Une flexibilité accrue
Certaines dispositions de la loi 51 contribuent à rendre le RQAP plus flexible, notamment en ce qui concerne la durée d’utilisation des prestations et le revenu de travail obtenu durant le congé.
Depuis le 1er janvier 2021, la période pendant laquelle les prestations de paternité, parentales partageables ou d’adoption peuvent être utilisées est prolongée et passe de 52 semaines à 78 semaines, alors qu’on peut désormais toucher les prestations de maternité à l’intérieur d’une période de 20 semaines au lieu de 18. Le gouvernement n’a pas augmenté le nombre de versements, mais allongé la période d’utilisation des prestations. Ces modifications visent à donner davantage de flexibilité aux parents qui souhaitent alterner entre des périodes de travail rémunéré et des périodes de congé parental. Les parents auront donc 18 mois pour se prévaloir des prestations du RQAP.
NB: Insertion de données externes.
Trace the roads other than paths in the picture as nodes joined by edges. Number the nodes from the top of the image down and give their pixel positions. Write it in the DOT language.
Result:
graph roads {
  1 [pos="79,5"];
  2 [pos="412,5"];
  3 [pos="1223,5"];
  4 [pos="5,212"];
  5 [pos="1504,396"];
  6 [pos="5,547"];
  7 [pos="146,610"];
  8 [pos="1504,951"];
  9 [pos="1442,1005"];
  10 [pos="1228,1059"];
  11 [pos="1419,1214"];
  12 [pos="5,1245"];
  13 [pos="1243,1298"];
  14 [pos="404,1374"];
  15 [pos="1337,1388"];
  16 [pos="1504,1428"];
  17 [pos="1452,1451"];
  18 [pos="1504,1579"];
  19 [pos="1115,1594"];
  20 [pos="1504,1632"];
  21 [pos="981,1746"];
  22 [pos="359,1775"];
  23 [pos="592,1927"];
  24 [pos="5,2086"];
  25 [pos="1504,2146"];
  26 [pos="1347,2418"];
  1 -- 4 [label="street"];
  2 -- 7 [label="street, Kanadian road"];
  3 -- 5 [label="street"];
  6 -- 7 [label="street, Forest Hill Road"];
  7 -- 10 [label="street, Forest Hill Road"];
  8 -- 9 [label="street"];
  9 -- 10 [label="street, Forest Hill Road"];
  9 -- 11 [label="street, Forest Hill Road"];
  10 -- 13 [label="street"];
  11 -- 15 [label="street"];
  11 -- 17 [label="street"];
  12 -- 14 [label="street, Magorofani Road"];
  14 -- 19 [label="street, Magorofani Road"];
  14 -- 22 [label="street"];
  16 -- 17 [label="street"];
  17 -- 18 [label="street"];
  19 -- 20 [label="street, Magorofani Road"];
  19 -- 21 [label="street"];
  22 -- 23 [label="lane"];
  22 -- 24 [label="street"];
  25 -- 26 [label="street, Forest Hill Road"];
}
Depuis le 29 octobre 2020, le montant des exemptions relatives à un revenu de travail durant la période de prise de prestations est aussi modifié : le RQAP permet maintenant qu’un prestataire gagne un revenu égal à la différence entre son revenu hebdomadaire moyen (revenu ayant servi au calcul de sa prestation) et le montant de sa prestation sans que celle-ci soit réduite. Au-delà de ce montant, chaque dollar de revenu de travail diminue la prestation du RQAP.
Des inégalités corrigées
La loi 51 atténue également les inégalités de genre. Ainsi, afin d’inciter les hommes à utiliser davantage le congé parental, elle bonifie le nombre de semaines de prestations parentales ou d’adoption partageables pour les couples dont le deuxième parent utilise une grande partie du congé parental (voir le tableau ci-dessous). Les couples qui ont choisi le régime de base peuvent partager quatre semaines de prestations additionnelles (à 55 % du revenu) dès que chacun des parents utilise huit semaines de prestations parentales, alors que ceux qui ont opté pour le régime particulier ont droit à trois semaines additionnelles (à 75 % du revenu) lorsque chacun des parents utilise au moins six semaines de prestations.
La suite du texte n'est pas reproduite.